The problem: Nothing but the lines from the start of the entries below through the line containing "0 4.5px,transparent 0" should appear in the answer, copied exactly and free of pictures.

++++ Material for the task ++++

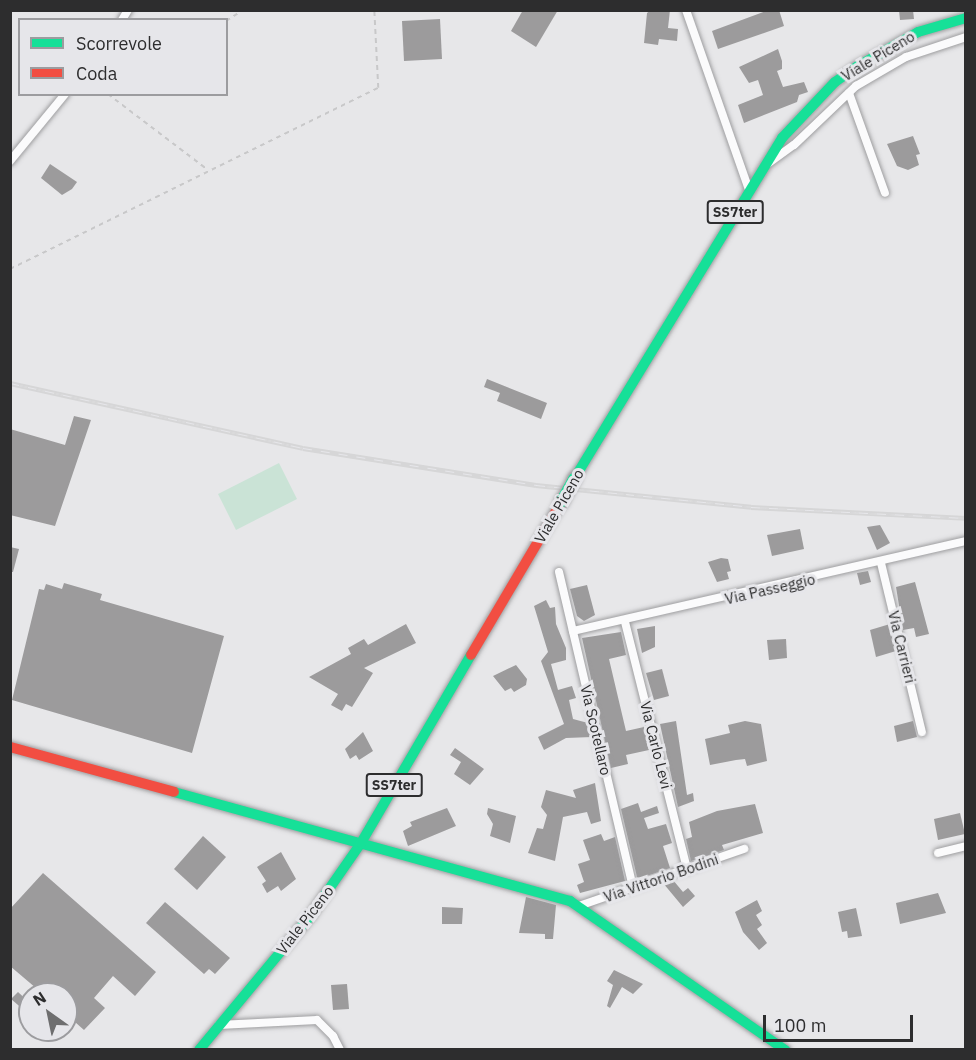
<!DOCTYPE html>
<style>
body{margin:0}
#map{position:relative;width:976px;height:1060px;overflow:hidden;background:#e7e7e9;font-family:"IBM Plex Sans",sans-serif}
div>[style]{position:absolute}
.green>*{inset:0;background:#cae3d6}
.building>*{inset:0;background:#9c9b9c}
.path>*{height:1.5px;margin-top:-0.75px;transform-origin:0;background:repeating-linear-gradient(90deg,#c8c8c9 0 4.5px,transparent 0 9px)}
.roads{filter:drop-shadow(0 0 2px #9e9ea0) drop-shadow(0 0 2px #9e9ea0)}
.street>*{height:8px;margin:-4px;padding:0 4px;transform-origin:4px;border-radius:4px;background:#fbfbfc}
.fast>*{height:10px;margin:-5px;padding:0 5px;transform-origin:5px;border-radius:5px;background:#16e098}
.jam>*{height:10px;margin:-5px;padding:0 5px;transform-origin:5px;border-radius:5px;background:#f24e42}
.rail>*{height:5px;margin-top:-2.5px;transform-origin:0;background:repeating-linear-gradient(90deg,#e6e6ea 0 9px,#d6d6d7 0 18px);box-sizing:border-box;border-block:2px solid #d6d6d7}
.bridges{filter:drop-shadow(0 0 2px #9e9ea0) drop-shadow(0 0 2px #9e9ea0)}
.fast-bridge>*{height:12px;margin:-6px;padding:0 6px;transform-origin:6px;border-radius:6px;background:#16e098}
span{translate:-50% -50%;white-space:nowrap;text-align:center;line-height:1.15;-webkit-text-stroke:6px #e6e6ea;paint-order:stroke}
.shield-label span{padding:2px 4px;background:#e6e6ea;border:2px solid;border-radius:4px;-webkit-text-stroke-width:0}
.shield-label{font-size:14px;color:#2d2d2e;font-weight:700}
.street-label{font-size:15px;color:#2d2d2e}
.frame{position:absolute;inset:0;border:12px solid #2d2d2e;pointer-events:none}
.legend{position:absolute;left:18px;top:18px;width:210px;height:78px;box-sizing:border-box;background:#e6e6ea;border:2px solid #9c9c9f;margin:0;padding:8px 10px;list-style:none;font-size:18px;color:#2d2d2e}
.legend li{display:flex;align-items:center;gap:12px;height:30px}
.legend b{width:30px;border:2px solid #9c9c9f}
.north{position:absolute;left:18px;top:982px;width:60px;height:60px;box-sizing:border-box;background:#e6e6ea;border:2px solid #9c9c9f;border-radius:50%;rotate:327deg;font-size:16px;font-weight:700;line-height:24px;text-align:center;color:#2d2d2e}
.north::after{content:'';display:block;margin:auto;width:21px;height:27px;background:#6e6e6f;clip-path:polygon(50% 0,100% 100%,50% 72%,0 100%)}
.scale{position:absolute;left:763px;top:1015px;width:150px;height:27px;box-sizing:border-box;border:3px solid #2d2d2e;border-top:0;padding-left:8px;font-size:18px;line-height:21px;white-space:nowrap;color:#2d2d2e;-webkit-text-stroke:4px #e6e6ea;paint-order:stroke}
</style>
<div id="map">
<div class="green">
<i style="clip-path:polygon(279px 463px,297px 499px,236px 530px,218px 494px)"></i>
</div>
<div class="building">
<i style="clip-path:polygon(523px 10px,558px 10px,536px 47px,511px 31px)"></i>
<i style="clip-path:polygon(651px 10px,670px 10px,668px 28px,678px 29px,677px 41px,659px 39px,658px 45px,644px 43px,647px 13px)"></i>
<i style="clip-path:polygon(769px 10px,779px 10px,784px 26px,718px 49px,712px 31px)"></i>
<i style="clip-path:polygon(899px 10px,913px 10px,914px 19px,900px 20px)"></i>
<i style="clip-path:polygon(440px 19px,442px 59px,404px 61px,402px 21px)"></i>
<i style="clip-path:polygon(778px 49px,782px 61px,782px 69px,777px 71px,783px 87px,804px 82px,808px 92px,799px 95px,797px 102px,744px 123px,738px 105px,763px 95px,758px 80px,749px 83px,739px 67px)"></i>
<i style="clip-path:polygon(913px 136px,920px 154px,916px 155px,919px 165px,908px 170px,897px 166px,887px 144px)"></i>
<i style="clip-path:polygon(50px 164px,77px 182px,72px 189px,62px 195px,41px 178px)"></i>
<i style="clip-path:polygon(487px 379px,547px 403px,541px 419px,497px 401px,500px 393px,484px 387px)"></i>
<i style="clip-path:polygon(74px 416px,91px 420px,55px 526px,10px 515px,10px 429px,65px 445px)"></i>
<i style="clip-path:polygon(880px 525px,890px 543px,877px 550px,867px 527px)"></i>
<i style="clip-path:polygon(800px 529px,804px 549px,772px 556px,767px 535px)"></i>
<i style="clip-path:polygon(10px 547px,19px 549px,13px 572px,10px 572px)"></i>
<i style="clip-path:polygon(721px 558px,728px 559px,731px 571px,727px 572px,729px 579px,717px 582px,708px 562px)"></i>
<i style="clip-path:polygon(868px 571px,871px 582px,860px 585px,857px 573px)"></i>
<i style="clip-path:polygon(915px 582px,929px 634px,916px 637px,914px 628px,903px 630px,896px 587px)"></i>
<i style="clip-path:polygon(64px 583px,102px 594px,100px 600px,224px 636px,192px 753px,12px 700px,39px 589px,44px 590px,46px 584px,62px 589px)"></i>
<i style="clip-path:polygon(587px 585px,595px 615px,584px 621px,577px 616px,570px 589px)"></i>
<i style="clip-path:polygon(546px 600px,550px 608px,555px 607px,556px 624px,566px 648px,566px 660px,551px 664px,558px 690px,572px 686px,576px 698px,569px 700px,573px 719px,588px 723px,592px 737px,566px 738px,544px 750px,538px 737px,564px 724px,541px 661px,548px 652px,534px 606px)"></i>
<i style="clip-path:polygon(406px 624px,416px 643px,364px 668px,373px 673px,352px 707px,346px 704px,342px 711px,331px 705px,338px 694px,309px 677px,351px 654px,348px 648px,364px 639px,368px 645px)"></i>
<i style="clip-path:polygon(890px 624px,896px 651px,876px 657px,870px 630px)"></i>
<i style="clip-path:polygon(655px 626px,655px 647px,642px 653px,637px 629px)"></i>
<i style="clip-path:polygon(621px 632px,626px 655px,609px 659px,617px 693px,626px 731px,644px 727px,649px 750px,626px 755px,628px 764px,611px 768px,582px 638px)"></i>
<i style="clip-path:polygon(786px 639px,787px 658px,769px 660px,767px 640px)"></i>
<i style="clip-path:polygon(516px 665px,527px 679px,526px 685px,514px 692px,511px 688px,505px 691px,493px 676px)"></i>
<i style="clip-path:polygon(662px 669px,669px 696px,654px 700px,646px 673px)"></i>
<i style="clip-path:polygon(676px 721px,687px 795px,693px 793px,694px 801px,678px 807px,660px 724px)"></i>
<i style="clip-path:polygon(745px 721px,761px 724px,767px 761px,747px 766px,745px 759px,736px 760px,710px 765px,705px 739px,730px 733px,728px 725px)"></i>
<i style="clip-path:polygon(913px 721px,917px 737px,897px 742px,894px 726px)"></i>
<i style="clip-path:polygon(363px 732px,373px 751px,359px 760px,356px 755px,350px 759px,345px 749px)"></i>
<i style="clip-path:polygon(455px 748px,484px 769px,470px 785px,454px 774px,461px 762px,450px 755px)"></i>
<i style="clip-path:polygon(595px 783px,601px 821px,591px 824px,587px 812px,563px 817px,555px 861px,528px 853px,537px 828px,543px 829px,547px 815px,541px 807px,546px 790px,576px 798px,573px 790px)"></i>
<i style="clip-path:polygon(638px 803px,641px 812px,657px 806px,659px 813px,644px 818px,648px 829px,666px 824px,672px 843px,663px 846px,670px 868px,641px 878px,637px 877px,621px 809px)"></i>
<i style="clip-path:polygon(755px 804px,763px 833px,722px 845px,724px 850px,691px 861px,686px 839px,692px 837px,689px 822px,717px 811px)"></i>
<i style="clip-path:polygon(447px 808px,456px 826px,408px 846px,403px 831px,412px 826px,410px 822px)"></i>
<i style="clip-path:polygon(488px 808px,516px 816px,510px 843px,490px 836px,493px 824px,487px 814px)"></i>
<i style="clip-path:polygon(960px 813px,965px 834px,938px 840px,934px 819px)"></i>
<i style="clip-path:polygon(601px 834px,604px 841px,615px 837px,625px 881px,580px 893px,577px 885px,584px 882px,578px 864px,590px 860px,583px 840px)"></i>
<i style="clip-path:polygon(203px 836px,226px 857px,197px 890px,174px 869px)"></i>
<i style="clip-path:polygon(281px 852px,296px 879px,281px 891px,278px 886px,267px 893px,262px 884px,266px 881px,257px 867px)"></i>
<i style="clip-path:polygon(43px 873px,156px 972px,135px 996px,113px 976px,94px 998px,105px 1008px,84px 1030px,66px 1014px,66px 994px,43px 994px,10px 966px,10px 909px)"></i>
<i style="clip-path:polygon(673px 880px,683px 892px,688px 888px,695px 896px,683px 907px,663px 883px)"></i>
<i style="clip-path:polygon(938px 893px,946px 913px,900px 924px,896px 903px)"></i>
<i style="clip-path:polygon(526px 897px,556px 905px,553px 939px,545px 939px,545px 934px,519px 933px)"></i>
<i style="clip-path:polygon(757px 900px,762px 911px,756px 915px,762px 925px,757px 929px,767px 943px,759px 950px,743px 932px,735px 912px)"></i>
<i style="clip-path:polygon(165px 902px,230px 958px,215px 974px,209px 969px,204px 974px,146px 923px)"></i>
<i style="clip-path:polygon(442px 907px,463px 908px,462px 924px,442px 924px)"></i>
<i style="clip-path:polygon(856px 908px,862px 936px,848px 938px,847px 931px,842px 932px,838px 912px)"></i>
<i style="clip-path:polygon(614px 970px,643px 984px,633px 994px,622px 987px,610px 1008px,607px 1006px,613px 985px,607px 981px)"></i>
<i style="clip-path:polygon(347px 984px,349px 1009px,333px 1010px,331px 985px)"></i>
<i style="clip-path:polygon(18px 992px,30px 1003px,25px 1011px,11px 999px)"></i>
</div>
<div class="path">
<i style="left:226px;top:21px;width:20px;rotate:-33deg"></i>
<i style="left:108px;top:94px;width:126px;rotate:37.2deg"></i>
<i style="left:10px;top:269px;width:410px;rotate:-26.2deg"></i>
<i style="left:378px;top:88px;width:78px;rotate:-92.9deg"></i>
</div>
<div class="roads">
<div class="street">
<i style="left:686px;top:10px;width:191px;rotate:70.7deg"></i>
<i style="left:122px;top:20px;width:12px;rotate:-59deg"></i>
<i style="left:849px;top:93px;width:106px;rotate:70.2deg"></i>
<i style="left:10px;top:161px;width:87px;rotate:-50.6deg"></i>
<i style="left:766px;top:165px;width:34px;rotate:-36deg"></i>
<i style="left:794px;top:145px;width:86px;rotate:-43.6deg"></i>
<i style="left:856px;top:86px;width:58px;rotate:-30.1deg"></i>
<i style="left:906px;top:57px;width:63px;rotate:-18.4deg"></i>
<i style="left:881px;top:563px;width:174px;rotate:76.4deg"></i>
<i style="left:559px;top:572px;width:324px;rotate:76.8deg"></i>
<i style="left:625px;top:622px;width:255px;rotate:75.9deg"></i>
<i style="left:573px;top:631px;width:403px;rotate:-12.9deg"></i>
<i style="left:938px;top:853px;width:29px;rotate:-14deg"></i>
<i style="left:579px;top:906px;width:175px;rotate:-19.1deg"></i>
<i style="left:219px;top:1025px;width:98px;rotate:-2.9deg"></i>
<i style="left:317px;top:1020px;width:23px;rotate:45deg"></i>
<i style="left:333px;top:1036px;width:16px;rotate:63deg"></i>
</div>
<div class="fast">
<i style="left:574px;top:479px;width:399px;rotate:-58.6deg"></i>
<i style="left:782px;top:138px;width:77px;rotate:-46.6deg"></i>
<i style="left:835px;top:82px;width:28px;rotate:-35deg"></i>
<i style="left:858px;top:66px;width:69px;rotate:-29.5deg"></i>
<i style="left:918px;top:32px;width:50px;rotate:-16.3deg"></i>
<i style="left:174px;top:792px;width:411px;rotate:15.4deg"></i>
<i style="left:570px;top:901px;width:262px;rotate:34.7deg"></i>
<i style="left:199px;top:1050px;width:175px;rotate:-50.3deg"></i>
<i style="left:311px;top:915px;width:88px;rotate:-55.2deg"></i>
<i style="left:361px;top:843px;width:218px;rotate:-59.7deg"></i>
</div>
<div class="jam">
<i style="left:471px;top:655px;width:179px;rotate:-59.4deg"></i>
<i style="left:10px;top:747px;width:170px;rotate:15.3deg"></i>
</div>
</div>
<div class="rail">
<i style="left:10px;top:383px;width:300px;rotate:12.5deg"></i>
<i style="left:303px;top:448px;width:236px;rotate:9deg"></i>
<i style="left:536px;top:485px;width:216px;rotate:5.8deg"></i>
<i style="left:751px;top:507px;width:215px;rotate:2.9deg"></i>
</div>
<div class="bridges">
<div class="fast-bridge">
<i style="left:562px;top:501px;width:25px;rotate:-61deg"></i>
</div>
</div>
<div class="shield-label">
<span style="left:735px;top:212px">SS7ter</span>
<span style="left:394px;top:785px">SS7ter</span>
</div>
<div class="street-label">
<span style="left:878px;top:56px;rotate:-31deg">Viale Piceno</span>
<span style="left:559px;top:506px;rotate:-60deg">Viale Piceno</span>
<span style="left:770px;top:589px;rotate:-13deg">Via Passeggio</span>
<span style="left:902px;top:647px;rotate:76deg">Via Carrieri</span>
<span style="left:596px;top:730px;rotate:77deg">Via Scotellaro</span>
<span style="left:656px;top:745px;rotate:76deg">Via Carlo Levi</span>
<span style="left:661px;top:878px;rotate:-19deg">Via Vittorio Bodini</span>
<span style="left:305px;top:920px;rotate:-52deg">Viale Piceno</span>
</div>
<div class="frame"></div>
<ul class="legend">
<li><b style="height:8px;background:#16e098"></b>Scorrevole</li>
<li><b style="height:8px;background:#f24e42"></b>Coda</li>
</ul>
<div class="north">N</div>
<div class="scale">100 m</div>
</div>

++++

Response to the exercise:
<!DOCTYPE html>
<style>
body{margin:0}
#map{position:relative;width:976px;height:1060px;overflow:hidden;background:#e7e7e9;font-family:"IBM Plex Sans",sans-serif}
div>[style]{position:absolute}
.green>*{inset:0;background:#cae3d6}
.building>*{inset:0;background:#9c9b9c}
.path>*{height:1.5px;margin-top:-0.75px;transform-origin:0;background:repeating-linear-gradient(90deg,#c8c8c9 0 4.5px,transparent 0 9px)}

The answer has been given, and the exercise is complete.